One body was found stuck in the lines of orange buoys installed by Texas authorities near the U.S.-Mexico border. A second body was discovered separately in the area of the buoys by the Beta Group of Piedras Negras, according to a statement from Mexico’s Foreign Affairs Secretary and Mexico’s Migration Institute.

The Texas Department of Public Safety notified the Mexican Consulate in Eagle Pass, Texas, on Wednesday afternoon that a person was found dead in the southern part of the floating barriers. Members of the Mexican National Institute of Migration’s assistance unit are spearheading efforts to recover the body, according to the Mexican Ministry of Foreign Affairs.

“So far, the cause of death and nationality of the person is unknown,” the ministry said in a statement on Wednesday.

On Thursday, however, a source close to the investigation told ABC News that both of the people found were men. The man found by the buoys was from Mexico and is believed to have been dead for some time. The other man, who was found further away, was from Honduras. He is believed to have died more recently, the source said.

A cause of death has not been determined.

An identification of the Honduran body was made by his mother who recognized her son’s tattoos, the ministry said Thursday. He was 20 years old, but authorities cannot officially confirm his identity until a footprints expert opinion is conducted due to the advanced state of decomposition.

The identity of the second body remains unknown and has not yet been claimed, the ministry added.
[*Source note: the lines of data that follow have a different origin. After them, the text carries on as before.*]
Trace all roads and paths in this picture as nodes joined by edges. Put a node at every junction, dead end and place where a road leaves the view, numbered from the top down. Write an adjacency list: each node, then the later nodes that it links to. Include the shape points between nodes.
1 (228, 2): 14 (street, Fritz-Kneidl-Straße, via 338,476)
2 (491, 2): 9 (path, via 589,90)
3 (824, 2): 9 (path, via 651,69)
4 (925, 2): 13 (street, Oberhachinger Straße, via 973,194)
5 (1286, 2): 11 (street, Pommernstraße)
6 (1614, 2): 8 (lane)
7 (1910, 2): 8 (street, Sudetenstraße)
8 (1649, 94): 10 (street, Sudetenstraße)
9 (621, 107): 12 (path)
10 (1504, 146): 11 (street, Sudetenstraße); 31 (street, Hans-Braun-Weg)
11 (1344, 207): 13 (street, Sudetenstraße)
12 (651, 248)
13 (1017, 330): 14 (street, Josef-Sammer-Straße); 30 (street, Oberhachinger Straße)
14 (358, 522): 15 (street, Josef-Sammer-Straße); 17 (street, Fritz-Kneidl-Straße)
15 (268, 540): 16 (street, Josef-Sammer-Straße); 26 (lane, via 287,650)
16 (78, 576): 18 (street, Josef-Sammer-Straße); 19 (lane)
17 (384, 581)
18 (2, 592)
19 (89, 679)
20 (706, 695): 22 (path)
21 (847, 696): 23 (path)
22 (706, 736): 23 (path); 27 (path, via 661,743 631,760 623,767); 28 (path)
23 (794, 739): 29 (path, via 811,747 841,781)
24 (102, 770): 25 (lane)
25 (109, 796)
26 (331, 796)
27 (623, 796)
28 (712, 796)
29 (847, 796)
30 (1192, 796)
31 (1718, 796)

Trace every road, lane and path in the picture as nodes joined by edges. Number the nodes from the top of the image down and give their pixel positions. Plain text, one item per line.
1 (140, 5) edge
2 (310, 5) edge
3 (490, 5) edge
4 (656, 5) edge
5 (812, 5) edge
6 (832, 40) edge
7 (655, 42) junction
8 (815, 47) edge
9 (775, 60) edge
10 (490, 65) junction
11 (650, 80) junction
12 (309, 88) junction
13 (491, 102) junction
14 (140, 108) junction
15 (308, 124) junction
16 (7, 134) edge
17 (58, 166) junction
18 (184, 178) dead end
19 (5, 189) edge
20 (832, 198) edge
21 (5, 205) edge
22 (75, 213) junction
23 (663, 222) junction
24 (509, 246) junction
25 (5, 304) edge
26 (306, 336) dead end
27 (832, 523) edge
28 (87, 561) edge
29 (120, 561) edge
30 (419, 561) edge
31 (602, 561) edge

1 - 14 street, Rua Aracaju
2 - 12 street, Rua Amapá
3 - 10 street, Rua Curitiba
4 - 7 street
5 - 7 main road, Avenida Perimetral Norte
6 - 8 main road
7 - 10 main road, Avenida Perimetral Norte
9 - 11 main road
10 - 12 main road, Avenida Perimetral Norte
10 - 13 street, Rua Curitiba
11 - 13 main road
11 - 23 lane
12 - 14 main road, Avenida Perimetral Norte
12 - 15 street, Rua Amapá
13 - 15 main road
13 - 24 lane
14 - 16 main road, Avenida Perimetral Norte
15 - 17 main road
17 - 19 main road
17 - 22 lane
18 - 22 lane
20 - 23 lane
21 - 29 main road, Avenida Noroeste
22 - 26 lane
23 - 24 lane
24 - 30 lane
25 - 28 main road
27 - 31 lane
A spokesperson for the Texas Department of Public Safety (DPS) said a “possible drowning victim” was first spotted floating upstream from the buoys. The spokesperson said DPS notified CBP and the Mexican Consulate.

“Later that day a body was discovered at the marine barrier,” the spokesperson said.

Added DPS Director Steven McCraw: “Preliminary information suggests this individual drowned upstream from the marine barrier and floated into the buoys. There are personnel posted at the marine barrier at all times in case any migrants try to cross.”

The Mexican Ministry of Foreign Affairs repeated its condemnation of the buoys, calling them a “violation of our sovereignty.”

PHOTO: Migrants crossing into the U.S. from Mexico walk along large buoys being used as a floating border barrier on the Rio Grande Tuesday, Aug. 1, 2023, in Eagle Pass, Texas.
Migrants crossing into the U.S. from Mexico walk along large buoys being used as a floating border barrier on the Rio Grande Tuesday, Aug. 1, 2023, in Eagle Pass, Texas.
Eric Gay/AP

“We express our concern about the impact on the human rights and personal safety of migrants that these state policies will have, which go in the opposite direction to the close collaboration between our country and the federal government of the United States,” the ministry added. “The Ministry of Foreign Affairs will continue to follow up on the case promptly through the Mexican Consulate in Eagle Pass, maintaining contact with the corresponding authorities in Mexico and the United States to obtain more information on what happened and to request that the necessary investigations be carried out.”

The Texas Department of Public Safety, at the direction of Gov. Greg Abbott, began installing the floating barriers along portions of the Rio Grande river this summer in an effort to deter migrants from illegally crossing into the United States from Mexico.

The U.S. Department of Justice has sued Abbott over the use of the buoys.